Senin 28 Oct 2013 07:21 WIB

NSA: Obama Tak Berdiskusi Soal Penyadapan Kanselir Jerman

Aksi spionase (ilustrasi).
Foto: gadabimacreative.blogspot.com
Aksi spionase (ilustrasi).

REPUBLIKA.CO.ID, WASHINGTON -- Badan Keamanan Nasional (National Security Agency/NSA) Amerika Serikat kembali membantah berita yang menyebutkan bahwa Presiden Barack Obama membiarkan penyadapan kepada Kanselir Jerman Angela Merkel berlangsung.

Juru bicara NSA Vanee Vines, di Washington, menyanggah bahwa Direktur NSA  Jendral Alexander memberitahu Presiden Obama soal operasi intelijen tersebut.

"Alexander tidak berdiskusi dengan Presiden Obama pada 2010 dan membiarkan operasi intelijen yang melibatkan Kanselir Jerman Merkel, dia juga tidak pernah berdiskusi tentang operasi yang terkait dengan Kanselir Markel,"ujar Vines, dikutip dari yahoonews.

Salah satu koran di Jerman, Bild am Sonntag, mengutip sumber dari pejabat Amerika Serikat yang mengatakan, Direktur Badan Keamanan Nasional (National Security Agency/NSA) Jendral Keith Alexander telah memberitahu Obama terkait operasi intelijen pada 2010. 

"Obama tidak menghentikan operasi tersebut tapi membiarkannya berlangsung,"ujar koran tersebut yang mengaku mengutip pejabat tinggi NSA. 

Tuduhan spionase berawal dari dokumen yang diperoleh dari buronan Pemerintah AS Edward Snowden.

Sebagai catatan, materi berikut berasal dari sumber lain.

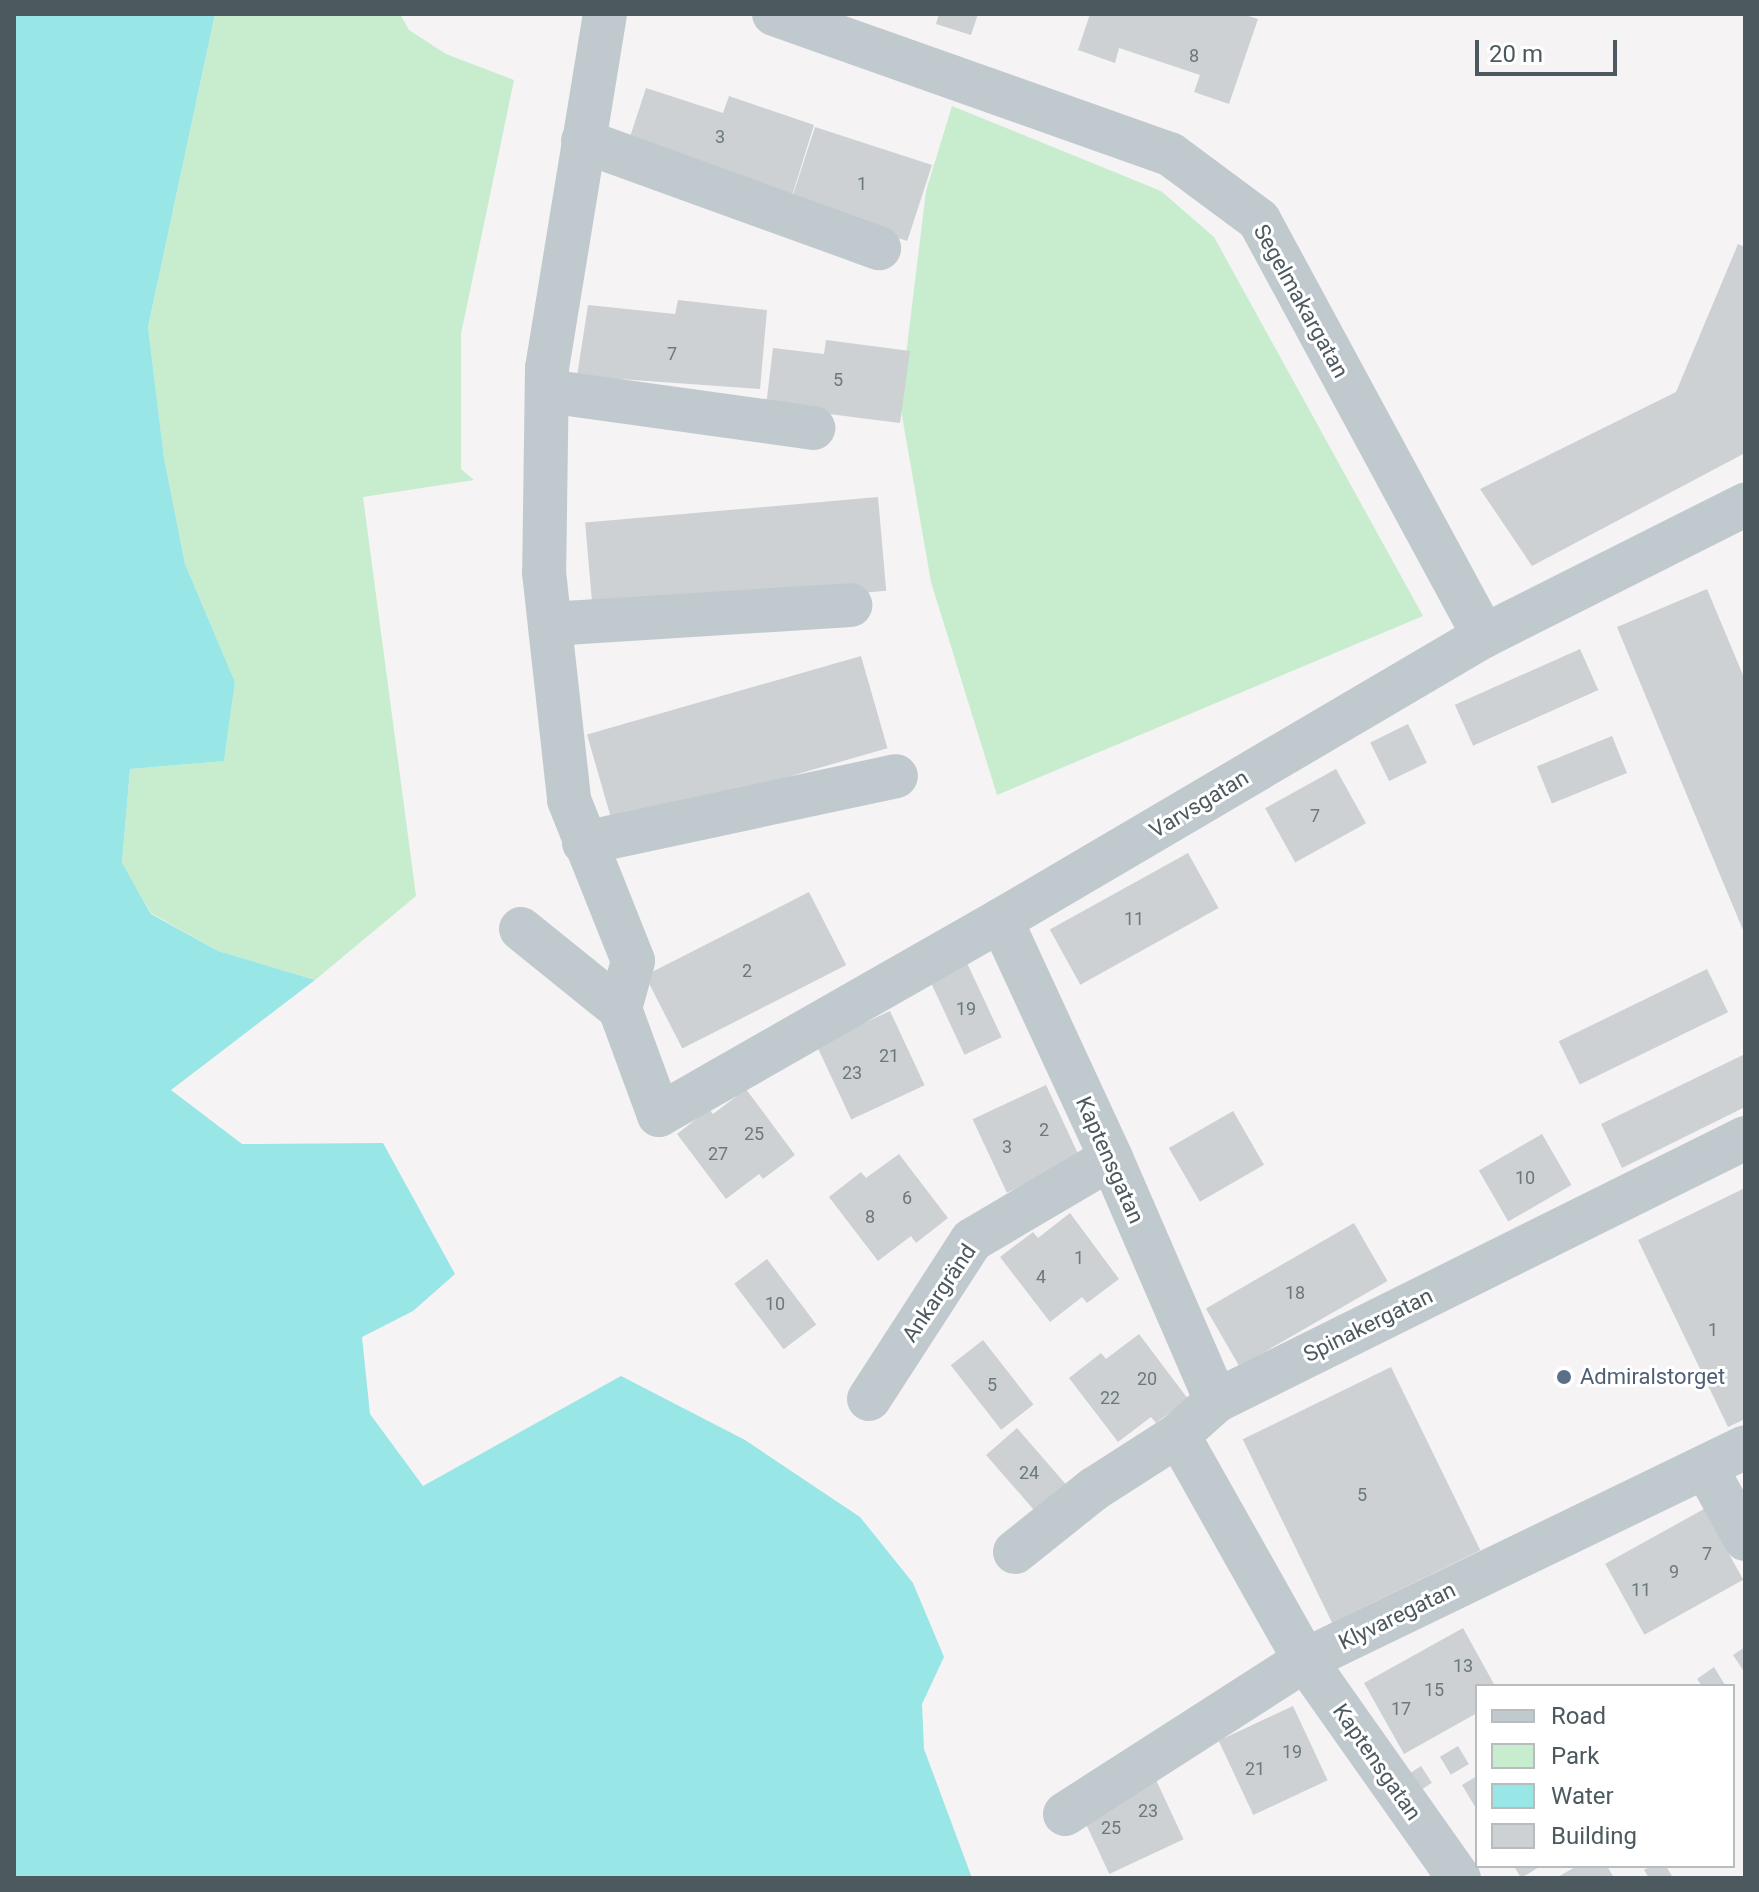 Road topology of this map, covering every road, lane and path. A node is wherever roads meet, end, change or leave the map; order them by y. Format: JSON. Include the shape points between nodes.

Mantan agen intelijen AS itu telah mengungkap kepada dunia internasional tentang aktivitas mata-mata agen Amerika Serikat. Dokumen itu mengungkap badan intelijen bertanggungjawab atas komunikasi terhadap puluhan pemimpin dunia dan jutaan warga bumi. 

Poling yang dilakukan oleh Majalah Jerman Der Spiegel melansir, terdapat 60 persen warga Jerman yang percaya skandal tersebut akan merusak hubungan bilateral kedua negara. 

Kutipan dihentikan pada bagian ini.